Near-optimal Regret Using Policy Optimization in Online MDPs with Aggregate Bandit Feedback
Tal Lancewicki, Yishay Mansour
TL;DR
This work addresses online finite-horizon MDPs with adversarial, horizon-dependent losses under aggregate (full-bandit) feedback. It introduces Policy Optimization methods based on a novel $U$-function decomposition, enabling updates with closed-form expressions using only the total trajectory loss. In the known-dynamics setting, it achieves a near-optimal regret of $R_K = \tilde{O}(H^2 \sqrt{S A K})$, and in the unknown-dynamics setting a significantly improved bound of $R_K = \tilde{O}(H^3 S \sqrt{A K})$ (with a matching high-probability guarantee).
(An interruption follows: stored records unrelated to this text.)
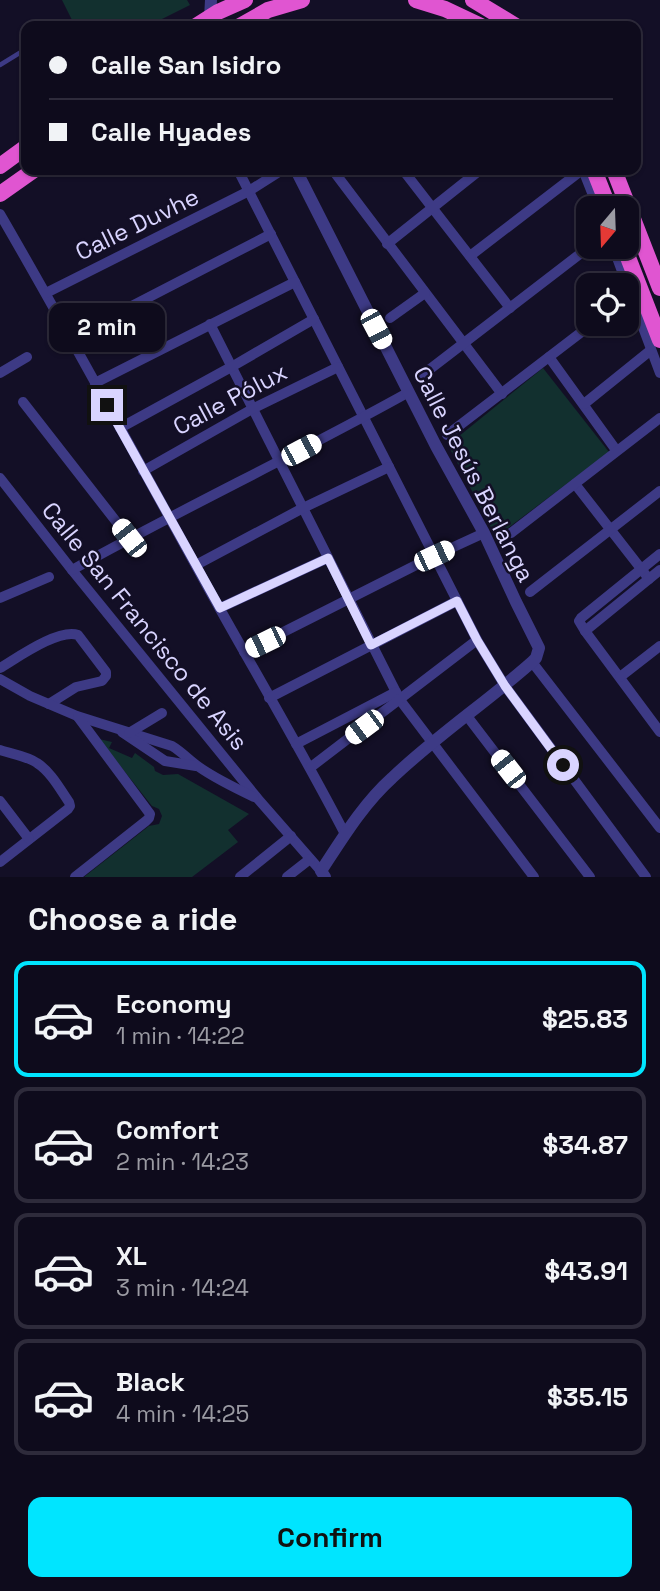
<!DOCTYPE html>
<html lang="en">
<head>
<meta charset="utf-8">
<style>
  body { margin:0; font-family:"Space Grotesk",sans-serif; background:#1c1929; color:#f1f3f6; height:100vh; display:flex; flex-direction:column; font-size:26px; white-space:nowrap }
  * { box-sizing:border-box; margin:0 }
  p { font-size:23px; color:#9b9ba3 }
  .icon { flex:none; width:38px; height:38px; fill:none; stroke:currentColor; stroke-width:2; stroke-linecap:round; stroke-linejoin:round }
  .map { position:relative; height:877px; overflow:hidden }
  .side { display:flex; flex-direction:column; background:#0e0b1c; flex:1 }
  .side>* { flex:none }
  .hud { position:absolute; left:21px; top:21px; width:620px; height:154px; border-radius:14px; box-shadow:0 2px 5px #0004,0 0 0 2px #2e2b3b; display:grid; align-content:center; height:154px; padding:0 28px; background:#0e0b1c }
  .needle { width:46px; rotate:199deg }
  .controls { position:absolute; left:576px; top:196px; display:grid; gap:14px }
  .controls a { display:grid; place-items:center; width:63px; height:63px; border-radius:14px; background:#0e0b1c; box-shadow:0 2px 5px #0004,0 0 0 2px #2e2b3b; font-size:35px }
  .end { position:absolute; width:32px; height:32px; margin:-16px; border:9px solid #d9d4ff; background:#111; box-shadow:0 0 0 4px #111 }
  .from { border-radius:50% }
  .bubble { position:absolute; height:49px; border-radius:14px; background:#0e0b1c; box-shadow:0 2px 5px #0004,0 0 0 2px #2e2b3b; font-size:23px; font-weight:800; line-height:49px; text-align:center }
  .car { position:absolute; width:21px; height:42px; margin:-21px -10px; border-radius:9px; box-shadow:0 0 5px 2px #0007; background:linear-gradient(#fff 24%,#345 0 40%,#fff 0 76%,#345 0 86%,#fff 0) }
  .hud b { display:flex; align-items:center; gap:24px; height:66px; font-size:26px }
  .hud b+b { border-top:2px solid #2e2b3b }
  .hud i { width:18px; height:18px; background:#f1f3f6 }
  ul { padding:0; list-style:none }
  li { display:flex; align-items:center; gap:21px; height:116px; margin:0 14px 10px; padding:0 14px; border:4px solid #2e2b3b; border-radius:14px }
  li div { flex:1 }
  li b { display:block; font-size:26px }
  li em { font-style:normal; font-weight:800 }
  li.active { border-color:#00e5ff }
  li>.icon { width:63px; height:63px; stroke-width:1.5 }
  h2 { padding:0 28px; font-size:32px; line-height:84px }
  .button { display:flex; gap:14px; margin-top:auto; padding:14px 28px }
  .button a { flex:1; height:80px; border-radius:14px; background:#00e5ff; color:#111; font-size:28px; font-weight:800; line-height:80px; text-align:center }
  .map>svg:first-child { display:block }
</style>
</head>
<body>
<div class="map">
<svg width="660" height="877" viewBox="0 0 660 877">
  <rect width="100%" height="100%" fill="#130f26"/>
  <g fill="#12302f">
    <polygon points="62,0 187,0 190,5 148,26 75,26"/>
    <polygon points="543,368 609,452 496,537 448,445"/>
    <polygon points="99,739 112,742 109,748 132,758 135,753 154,767 155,771 163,775 178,774 249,814 228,830 238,842 192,877 84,877 149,826 159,824 162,816 159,809 152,806"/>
  </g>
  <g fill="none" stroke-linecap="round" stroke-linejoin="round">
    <polyline stroke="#3d3a85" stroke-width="4.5" points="0,65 26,49"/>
    <g stroke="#3d3a85" stroke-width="10">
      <polyline points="238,170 477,640 505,686 646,877"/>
      <polyline points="403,170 510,308"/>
      <polyline points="583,170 598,208"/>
      <polyline points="335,173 502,394"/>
      <path d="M0,214C71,336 138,461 206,584C252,667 301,749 345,834"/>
      <polyline points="387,244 480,170"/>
      <polyline points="613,247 660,373"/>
      <polyline points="470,256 582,170"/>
      <polyline points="46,293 249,191 282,170"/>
      <polyline points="390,318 425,293"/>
      <polyline points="210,324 400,700 534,877"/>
      <polyline points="70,338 271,234"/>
      <polyline points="549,357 616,450"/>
      <polyline points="0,373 27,357"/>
      <polyline points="421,376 589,247"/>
      <polyline points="95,383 295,282"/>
      <polyline points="23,402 129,538"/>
      <polyline points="584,404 651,350"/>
      <polyline points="120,428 233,366 314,319"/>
      <polyline points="447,435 592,324"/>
      <polyline points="143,471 254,408 338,367"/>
      <polyline points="0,478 72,570 258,799 321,871"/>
      <polyline points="575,484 649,579"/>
      <polyline points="511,533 660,418"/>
      <polyline points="660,554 581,618 579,621 585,631 660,732"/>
      <polyline points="196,565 303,508 389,467"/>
      <path d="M72,570C183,508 298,454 409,392"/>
      <polyline points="530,592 660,491"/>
      <polyline points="0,598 49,577"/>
      <polyline points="220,608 328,558"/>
      <polyline points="585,631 660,570"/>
      <polyline points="244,652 434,556 484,533"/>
      <polyline points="532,662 660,828"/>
      <path d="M0,668C17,658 59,628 78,635L106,672V676L102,681L76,687L49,704"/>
      <polyline points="620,677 660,646"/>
      <path d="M0,679L30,696L77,716L172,746C182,752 189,760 199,767C216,779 235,788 254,797"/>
      <polyline points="269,698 457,601"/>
      <polyline points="467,716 590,877"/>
      <polyline points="122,732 165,761 196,766"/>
      <polyline points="129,733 162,713"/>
      <polyline points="296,744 396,692"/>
      <path d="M0,750C12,754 27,756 37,763C51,772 60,789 69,802L70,806L68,809L0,862"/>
      <polyline points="311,767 477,640"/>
      <polyline points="0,801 29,839"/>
      <polyline points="75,877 146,821 149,818 150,814 78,717"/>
      <polyline points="240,877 291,836"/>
      <polyline points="287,877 310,859"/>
    </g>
    <g stroke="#3d3a85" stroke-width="12">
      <polyline points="210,18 211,0"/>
      <path d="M296,170L436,446L484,533L516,602L539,648L536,658L532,662C487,702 436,736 392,778C363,804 342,839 321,871L325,877"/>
    </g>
    <g stroke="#e055d1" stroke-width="16">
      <polyline points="416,0 445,9 481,26"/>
      <polyline points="473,0 516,26"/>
      <polyline points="196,26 218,12 245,0"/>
      <polyline points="240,26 268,10 302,0"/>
      <polyline points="0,166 26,147"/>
      <polyline points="594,170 609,208"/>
      <polyline points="614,170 660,288"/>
      <polyline points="0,194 34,170"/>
      <polyline points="624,247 660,340"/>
    </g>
  </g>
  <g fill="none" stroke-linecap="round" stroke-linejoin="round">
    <polyline stroke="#d9d4ff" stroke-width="9" points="107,405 220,608 328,558 371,645 457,601 477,640 505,686 563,765"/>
  </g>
  <g text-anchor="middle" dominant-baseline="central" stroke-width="5" stroke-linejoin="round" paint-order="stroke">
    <g font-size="24" fill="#d9d4ff" stroke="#130f26">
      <text transform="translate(137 224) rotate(-26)">Calle Duvhe</text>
      <text transform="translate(230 399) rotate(-28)">Calle Pólux</text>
      <text transform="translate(474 474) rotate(63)">Calle Jesús Berlanga</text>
      <text transform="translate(145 626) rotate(51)">Calle San Francisco de Asis</text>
    </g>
  </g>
</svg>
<div class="controls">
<a><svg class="needle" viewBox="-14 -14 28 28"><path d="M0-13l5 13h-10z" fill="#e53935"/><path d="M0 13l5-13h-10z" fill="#9b9ba3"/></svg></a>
<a><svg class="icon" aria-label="locate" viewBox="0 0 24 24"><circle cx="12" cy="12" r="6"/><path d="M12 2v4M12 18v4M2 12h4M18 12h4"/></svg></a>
</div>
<i class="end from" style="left:563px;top:765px"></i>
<i class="end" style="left:107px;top:405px"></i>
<div class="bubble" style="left:49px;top:303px;width:116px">2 min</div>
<i class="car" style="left:376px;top:329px;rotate:152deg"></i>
<i class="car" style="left:301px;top:450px;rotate:62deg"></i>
<i class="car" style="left:129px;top:538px;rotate:322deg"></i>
<i class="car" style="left:434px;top:556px;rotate:65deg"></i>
<i class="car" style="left:265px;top:642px;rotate:244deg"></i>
<i class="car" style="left:364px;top:727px;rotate:233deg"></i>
<i class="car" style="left:508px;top:769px;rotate:322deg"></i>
<div class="hud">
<b><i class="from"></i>Calle San Isidro</b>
<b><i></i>Calle Hyades</b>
</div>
</div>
<section class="side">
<h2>Choose a ride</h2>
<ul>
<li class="active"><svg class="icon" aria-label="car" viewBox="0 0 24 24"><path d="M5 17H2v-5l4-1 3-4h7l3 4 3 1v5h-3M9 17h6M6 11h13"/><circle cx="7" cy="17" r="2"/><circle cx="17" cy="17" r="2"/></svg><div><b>Economy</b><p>1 min · 14:22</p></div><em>$25.83</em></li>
<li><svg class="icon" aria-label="car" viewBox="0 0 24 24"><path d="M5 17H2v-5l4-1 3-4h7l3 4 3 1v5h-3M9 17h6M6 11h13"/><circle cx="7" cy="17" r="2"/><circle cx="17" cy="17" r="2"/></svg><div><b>Comfort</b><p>2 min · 14:23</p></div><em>$34.87</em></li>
<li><svg class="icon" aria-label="car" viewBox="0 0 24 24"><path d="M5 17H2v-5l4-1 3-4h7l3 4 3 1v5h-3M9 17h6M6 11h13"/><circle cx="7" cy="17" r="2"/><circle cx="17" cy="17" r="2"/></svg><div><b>XL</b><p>3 min · 14:24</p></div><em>$43.91</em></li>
<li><svg class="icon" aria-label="car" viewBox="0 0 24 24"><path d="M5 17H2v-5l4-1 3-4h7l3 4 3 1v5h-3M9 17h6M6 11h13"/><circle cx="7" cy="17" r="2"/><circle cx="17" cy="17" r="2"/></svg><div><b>Black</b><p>4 min · 14:25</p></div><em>$35.15</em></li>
</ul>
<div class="button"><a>Confirm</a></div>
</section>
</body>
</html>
A new lower bound $\Omega(H^2 \sqrt{S A K})$ is established, and the results match or surpass prior approaches that relied on reductions to distorted linear bandits, while offering a computationally efficient, strictly policy-optimization-based algorithm. The work also lays groundwork for extending the $U$-function approach to function-approximation settings and potentially to linear MDPs.
Abstract
We study online finite-horizon Markov Decision Processes with adversarially changing loss and aggregate bandit feedback (a.k.a full-bandit). Under this type of feedback, the agent observes only the total loss incurred over the entire trajectory, rather than the individual losses at each intermediate step within the trajectory. We introduce the first Policy Optimization algorithms for this setting. In the known-dynamics case, we achieve the first \textit{optimal} regret bound of $\tilde Θ(H^2\sqrt{SAK})$, where $K$ is the number of episodes, $H$ is the episode horizon, $S$ is the number of states, and $A$ is the number of actions. In the unknown dynamics case we establish regret bound of $\tilde O(H^3 S \sqrt{AK})$, significantly improving the best known result by a factor of $H^2 S^5 A^2$.